▶ ABOUT THIS TASK
Within this material, find every line where the string "lane" appears, and copy it out.

▶ PROVIDED ENTRIES
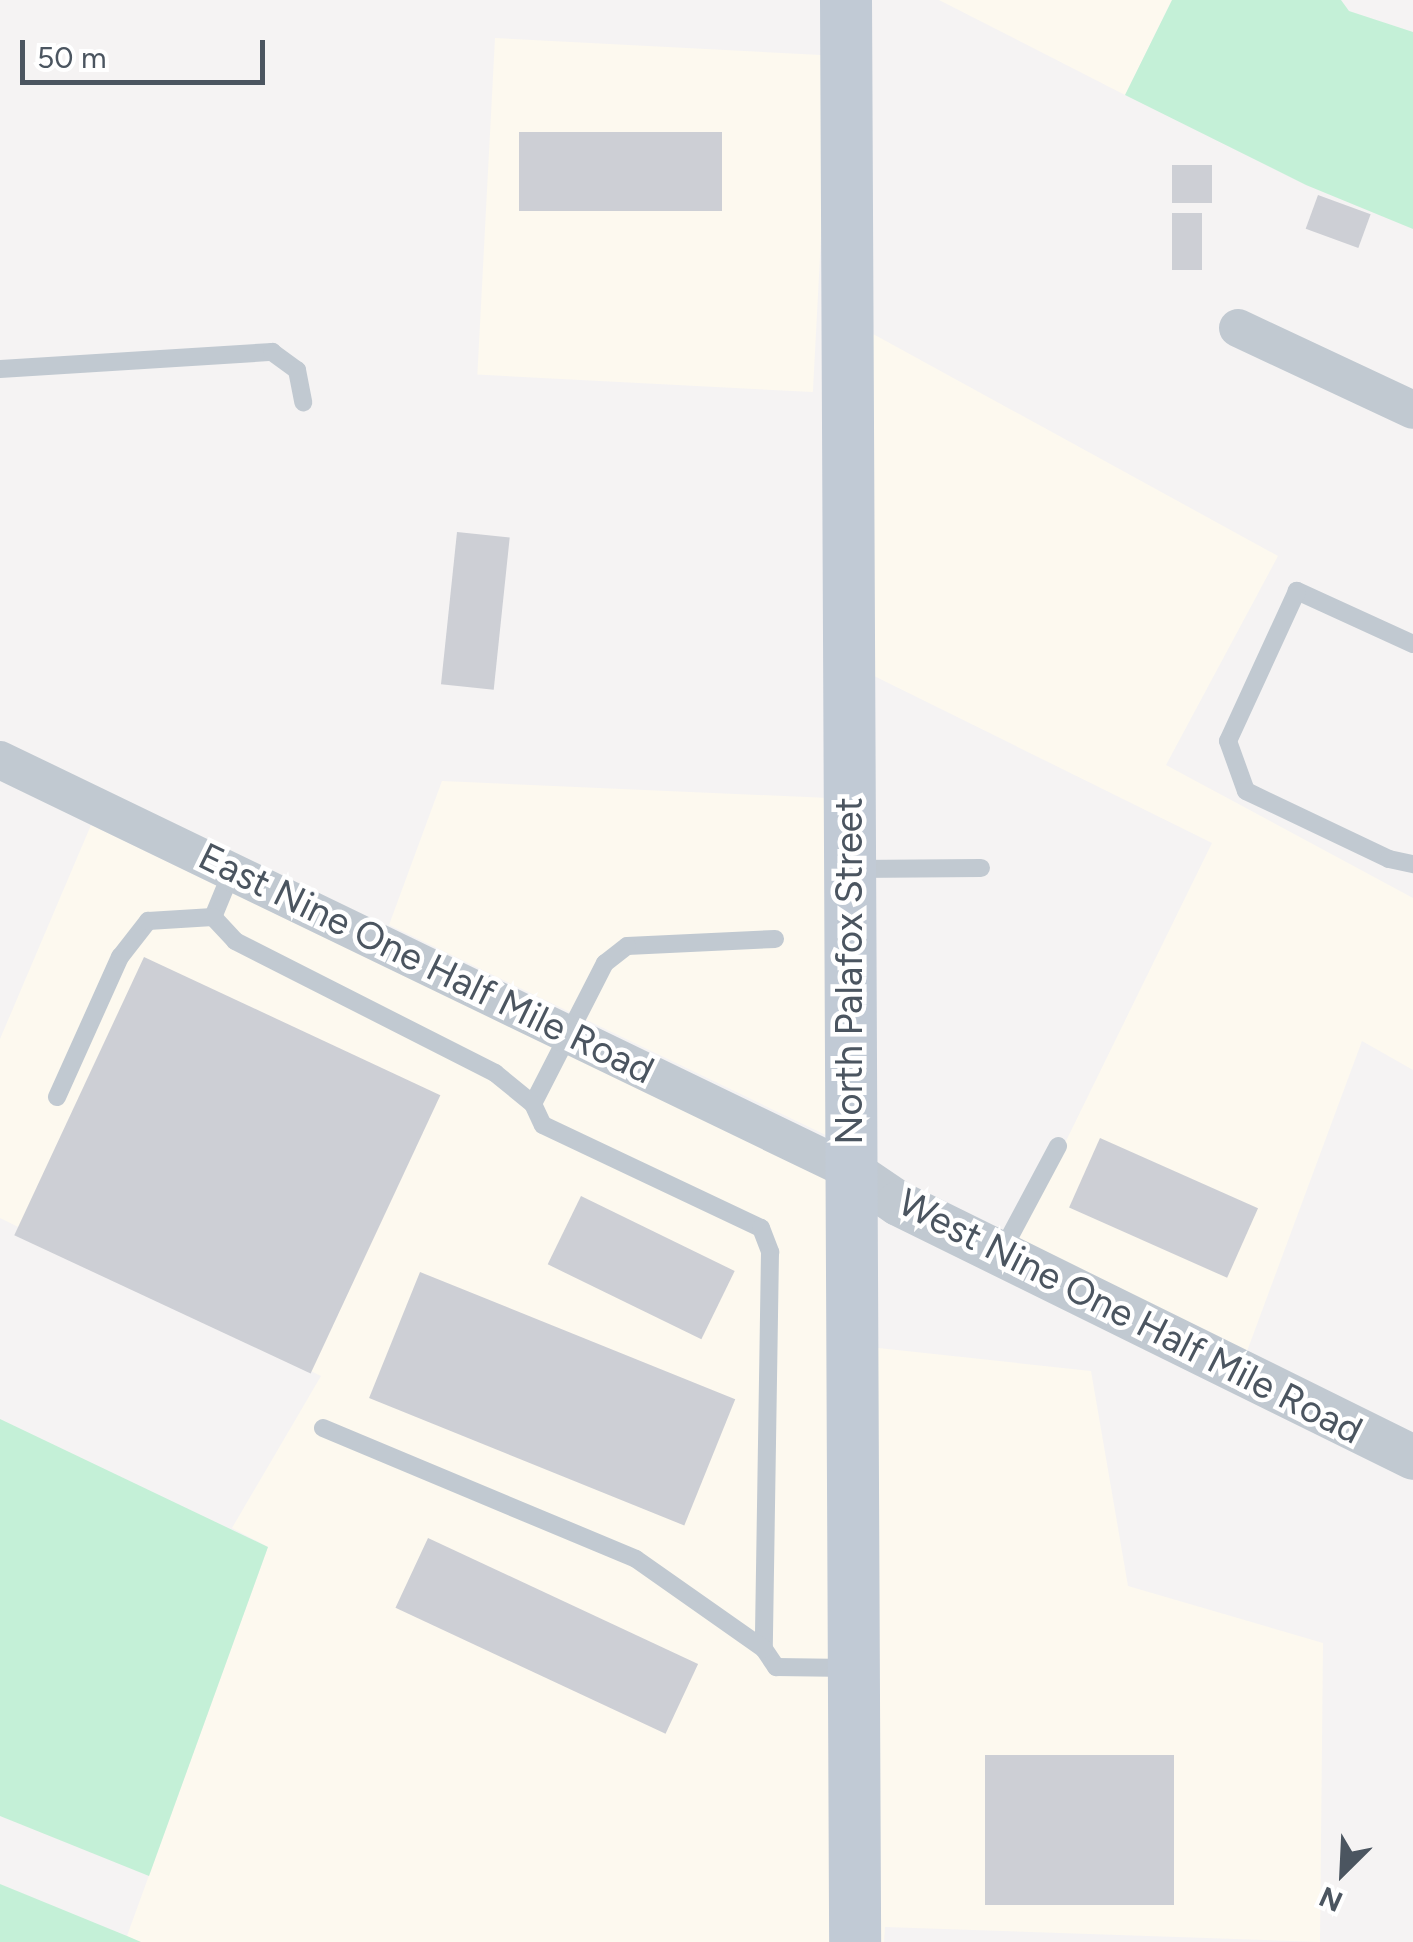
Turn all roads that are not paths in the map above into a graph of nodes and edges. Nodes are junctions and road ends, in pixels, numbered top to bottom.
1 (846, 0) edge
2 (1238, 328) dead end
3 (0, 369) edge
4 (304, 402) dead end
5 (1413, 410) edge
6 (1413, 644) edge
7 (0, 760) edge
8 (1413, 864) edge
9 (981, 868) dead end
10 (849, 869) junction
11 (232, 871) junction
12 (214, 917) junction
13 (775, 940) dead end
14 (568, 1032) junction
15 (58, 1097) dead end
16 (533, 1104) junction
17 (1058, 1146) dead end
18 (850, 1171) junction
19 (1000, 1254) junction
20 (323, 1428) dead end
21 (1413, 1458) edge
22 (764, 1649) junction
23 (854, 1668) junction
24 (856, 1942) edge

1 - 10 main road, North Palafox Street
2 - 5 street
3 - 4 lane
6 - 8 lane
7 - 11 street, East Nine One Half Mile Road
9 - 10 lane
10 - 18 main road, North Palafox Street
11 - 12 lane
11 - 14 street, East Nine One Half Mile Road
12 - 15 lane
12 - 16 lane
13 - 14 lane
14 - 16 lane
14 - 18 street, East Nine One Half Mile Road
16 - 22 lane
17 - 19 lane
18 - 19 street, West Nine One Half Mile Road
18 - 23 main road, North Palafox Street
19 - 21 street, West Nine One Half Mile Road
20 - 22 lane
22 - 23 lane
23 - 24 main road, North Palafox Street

▶ SOLUTION TO THIS TASK
3 - 4 lane
6 - 8 lane
9 - 10 lane
11 - 12 lane
12 - 15 lane
12 - 16 lane
13 - 14 lane
14 - 16 lane
16 - 22 lane
17 - 19 lane
20 - 22 lane
22 - 23 lane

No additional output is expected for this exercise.